What is a Fraudulent Conveyance?

A “fraudulent,” or more accurately “voidable” transfer, is a transfer by a party (the “debtor”) of some interest in property with the goal or effect of preventing a creditor or creditors from reaching the transferred interest to satisfy their claim or claims.

Signing contract

What Law Governs “Fraudulent” or “Voidable” Conveyances/Transfers?

Fraudulent conveyances are governed primarily by the Uniform Voidable Transactions Act (UVTA), which replaced the Uniform Fraudulent Transfer Act (UFTA) in California as of January 1, 2016.  The UVTA applies to transfers made or obligations incurred after January 1, 2016.  The UFTA will continue to apply to transfers made or obligations incurred prior to January 1, 2016.  One of the most noticeable changes made in the UVTA is the removal of the word “fraudulent” from the title and body of the act. This change emphasizes that a transfer may be, and often is, voidable even in the absence of any sort of improper intent by the debtor or the transferees.

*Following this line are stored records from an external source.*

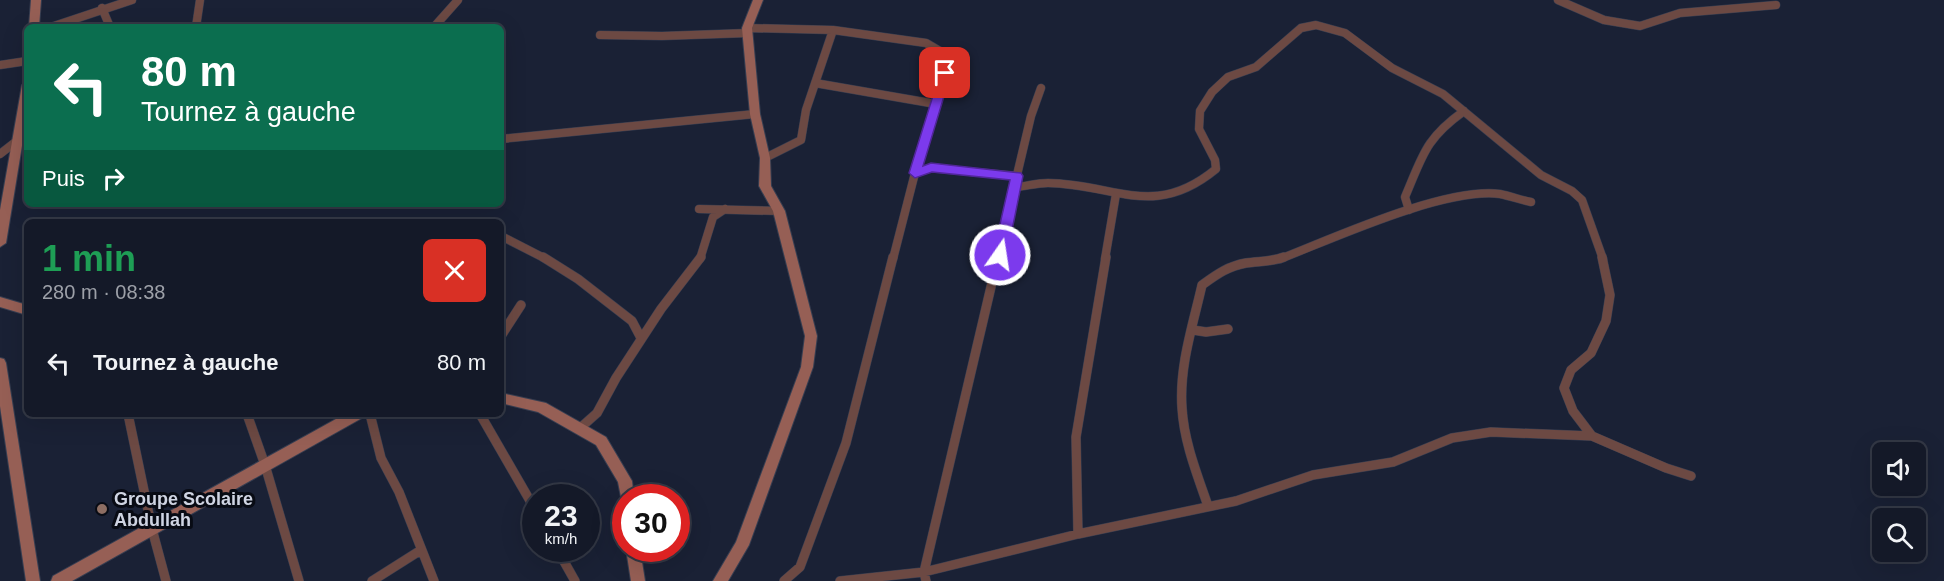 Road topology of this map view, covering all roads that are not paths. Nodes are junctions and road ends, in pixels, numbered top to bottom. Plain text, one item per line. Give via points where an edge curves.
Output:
1 (36, 0) edge
2 (132, 0) edge
3 (200, 0) edge
4 (458, 0) edge
5 (758, 0) edge
6 (1558, 0) edge
7 (108, 5) edge
8 (1776, 5) dead end
9 (34, 24) edge
10 (59, 24) edge
11 (110, 24) edge
12 (196, 24) edge
13 (437, 24) edge
14 (833, 30) junction
15 (748, 31) junction
16 (600, 35) dead end
17 (24, 61) edge
18 (0, 65) edge
19 (815, 83) junction
20 (1041, 88) dead end
21 (24, 103) edge
22 (936, 104) junction
23 (1464, 111) junction
24 (754, 114) junction
25 (504, 139) edge
26 (18, 140) junction
27 (0, 154) edge
28 (765, 158) junction
29 (915, 173) junction
30 (1017, 176) junction
31 (1016, 187) junction
32 (1116, 194) junction
33 (1530, 202) dead end
34 (699, 209) dead end
35 (724, 209) junction
36 (1409, 210) junction
37 (779, 211) junction
38 (504, 238) edge
39 (0, 243) edge
40 (0, 302) edge
41 (521, 305) dead end
42 (24, 309) edge
43 (1228, 329) dead end
44 (1193, 330) junction
45 (504, 331) edge
46 (641, 338) junction
47 (0, 363) edge
48 (504, 399) edge
49 (129, 417) edge
50 (248, 417) edge
51 (352, 417) edge
52 (371, 417) edge
53 (482, 417) edge
54 (579, 429) junction
55 (1592, 436) junction
56 (265, 465) junction
57 (1691, 476) dead end
58 (625, 484) edge
59 (522, 487) edge
60 (1208, 506) junction
61 (152, 529) junction
62 (1078, 534) junction
63 (421, 550) junction
64 (565, 562) edge
65 (635, 562) edge
66 (925, 576) edge
67 (575, 580) edge
68 (33, 581) edge
69 (58, 581) edge
70 (166, 581) edge
71 (299, 581) edge
72 (372, 581) edge
73 (434, 581) edge
74 (638, 581) edge
75 (720, 581) edge
76 (784, 581) edge
77 (840, 581) edge

1 - 9 street
2 - 7 street
3 - 12 street
4 - 13 street
5 - 15 street
6 - 8 street via 1604,21 1640,26 1680,13
7 - 10 street
7 - 11 street
14 - 15 street
14 - 19 street
14 - 22 street via 926,43 950,57
15 - 16 street
15 - 24 street
17 - 18 street
19 - 22 street
19 - 28 street via 801,140
20 - 30 street
21 - 26 street
22 - 29 street
23 - 32 street via 1443,94 1392,68 1345,33 1316,25 1301,28 1256,67 1228,77 1212,92 1200,111 1199,129 1216,169 1202,183 1159,198
23 - 36 street via 1429,142 1405,197
23 - 55 street via 1541,175 1572,191 1582,201 1601,250 1610,296 1606,321 1591,353 1571,370 1564,388 1573,411
24 - 25 street
24 - 28 street
26 - 27 street
26 - 39 street
28 - 37 street via 765,186
29 - 30 street via 931,168
29 - 76 street via 846,443 800,567
30 - 31 street
31 - 32 street via 1048,183
31 - 66 street
32 - 62 street via 1076,437
33 - 36 street via 1498,194 1457,197
34 - 35 street
35 - 37 street
35 - 46 street via 713,217 702,256
36 - 44 street via 1272,262 1227,268 1202,285
37 - 75 street via 811,336 807,367 742,545
38 - 46 street via 578,279 632,321
40 - 42 street
41 - 45 street
43 - 44 street
44 - 60 street via 1186,357 1182,408 1193,462
46 - 54 street via 597,413
47 - 68 street
48 - 54 street via 541,407
49 - 61 street
50 - 56 street
51 - 56 street
52 - 63 street via 381,458
53 - 59 street
54 - 58 street via 601,441
55 - 57 street
55 - 60 street via 1491,432 1452,438 1393,462 1312,476
56 - 61 street
56 - 71 street
60 - 62 street
61 - 69 street
61 - 70 street
62 - 66 street
63 - 72 street
63 - 73 street
64 - 67 street
65 - 74 street
66 - 77 street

When is a Transfer Voidable?

There are two types of “fraudulent” or “voidable” transfers, one that requires intent by the debtor to defraud a creditor, which is referred to as “actual fraud,” and the other which occurs when a transfer is made by the debtor for inadequate consideration, which is referred to as “constructive fraud.” While the word “fraud” appears in both, a “fraudulent” or “voidable” transfer may in both instances result absent traditional fraud.

 “Actual Fraud.”  A transfer is voidable and said to constitute “actual fraud” if the debtor made the transfer (or incurred the obligation) “with actual intent to hinder, delay, or defraud any creditor of the debtor.”  Because direct evidence of a debtor’s actual intent is rarely available since a debtor will rarely, if ever, admit to acting for the purpose of defrauding a creditor, courts have developed a number of non-exclusive factors, referred to as the “badges of fraud,” that they consider in deciding whether “actual intent” existed.  Eleven of these so-called “badges of fraud” are enumerated in the UVTA and include: whether the transfer or obligation was to an insider, whether the transfer or obligation was disclosed or concealed, whether before the transfer was made or obligation was incurred the debtor has been sued or threatened with a lawsuit, and whether the debtor retained possession or control of the property.  The enumerated list is however not exclusive and does not set in stone the factors the court can or must consider when ascertaining the debtor’s intent.  Further, no factor is necessarily determinative, and no minimum or maximum number of factors dictates a particular outcome. Instead, a court will consider all relevant circumstances around the transfer.

“Constructive Fraud.”  A transfer is also voidable, irrespective of the debtor’s intent, if the debtor made the transfer (or incurred the obligation) without receiving “reasonably equivalent value” and the debtor: (i) was engaged or was about to engage in a transaction “for which the remaining assets of the debtor were unreasonably small in relation” to the transaction; (ii) intended to incur, or believed or reasonably should have believed, that the debtor would incur “debts beyond the debtor’s ability to pay as they became due;” or (iii) the debtor “was insolvent” at the time or “became insolvent” as a result of the transfer or obligation.  A debtor that is generally not paying the debtor’s debts as they become due, other than as a result of a bona fide dispute, is presumed to be insolvent.